Under U.S. GAAP, financial statements are prepared under the presumption that the reporting organization will continue to operate as a going concern, except in limited circumstances. Financial reporting under this presumption is commonly referred to as the going concern basis of accounting and is critical to financial reporting because it establishes the fundamental basis for measuring and classifying assets and liabilities.

Currently, U.S. GAAP lacks guidance about management’s responsibility to evaluate whether there is substantial doubt about the organization’s ability to continue as a going concern or to provide related footnote disclosures.

The update provides guidance to an organization’s management, with principles and definitions intended to reduce diversity in the timing and content of disclosures that are commonly provided by organizations today in the financial statement footnotes.

“This update responds to stakeholder concerns about the diversity that currently exists in footnote disclosures because of the lack of guidance in GAAP and the differing views in practice about when substantial doubt exists,” said FASB technical director Susan M. Cosper in a statement. “It improves the comparability of these disclosures by providing guidance on when there is substantial doubt and how the underlying conditions and events should be disclosed in the footnotes.”

The updates move U.S. GAAP further apart from International Financial Reporting Standards. Under IFRS, disclosures are required when management is aware of material uncertainties related to events and conditions that may cast significant doubt about an entity’s ability to continue as a going concern. Under the new amendments to U.S. GAAP, disclosures are required when there is substantial doubt about an entity’s ability to continue as a going concern or when substantial doubt is alleviated as a result of consideration of management’s plans. Under IFRS, the assessment period is at least one year from the financial statement date or balance sheet date with no upper time limit.
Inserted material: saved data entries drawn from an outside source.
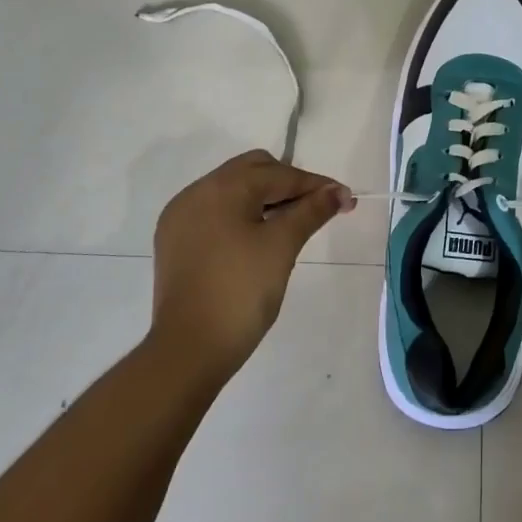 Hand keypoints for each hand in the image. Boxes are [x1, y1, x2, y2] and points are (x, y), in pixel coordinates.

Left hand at [151, 150, 351, 379]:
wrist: (188, 350)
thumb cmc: (241, 292)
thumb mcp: (282, 246)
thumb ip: (311, 211)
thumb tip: (338, 191)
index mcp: (222, 187)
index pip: (279, 174)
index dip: (315, 186)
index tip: (346, 199)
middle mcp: (196, 192)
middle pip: (252, 171)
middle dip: (288, 185)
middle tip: (317, 209)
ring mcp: (181, 217)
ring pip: (233, 191)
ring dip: (265, 199)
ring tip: (292, 224)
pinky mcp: (175, 241)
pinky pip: (216, 213)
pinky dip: (241, 216)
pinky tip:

Under the amendments to U.S. GAAP in the update, the assessment period is within one year after the date that the financial statements are issued or available to be issued.

The amendments in the update apply to all companies and not-for-profit organizations. They become effective in the annual period ending after Dec. 15, 2016, with early application permitted. The update and a FASB In Focus document are available on FASB’s Web site at www.fasb.org

The Center for Audit Quality praised FASB's new guidance. “The CAQ commends FASB for its efforts in developing a standard that provides guidance regarding a preparer’s responsibility to evaluate whether there is substantial doubt about an entity’s ability to continue as a going concern,  and, where required, to provide footnote disclosures about going concern uncertainties each reporting period,” said CAQ executive director Cindy Fornelli in a statement. “We believe the adopted ASU represents an improvement over the current going concern model and will provide users of financial statements with more clarity on the nature of conditions or events that may raise substantial doubt about the entity’s ability to continue as a going concern. The CAQ encourages accounting and auditing standard-setters to continue to work together to develop complementary standards which would further benefit financial statement users.”

The new standards update will put the onus on management to make more timely disclosures. “If there is substantial doubt about the entity’s ability to continue as a going concern, management must provide disclosures around the circumstances leading to that situation and possible mitigating or remediating plans,” said Anne-Lise Vivier, accounting publications managing editor with the Tax & Accounting business of Thomson Reuters.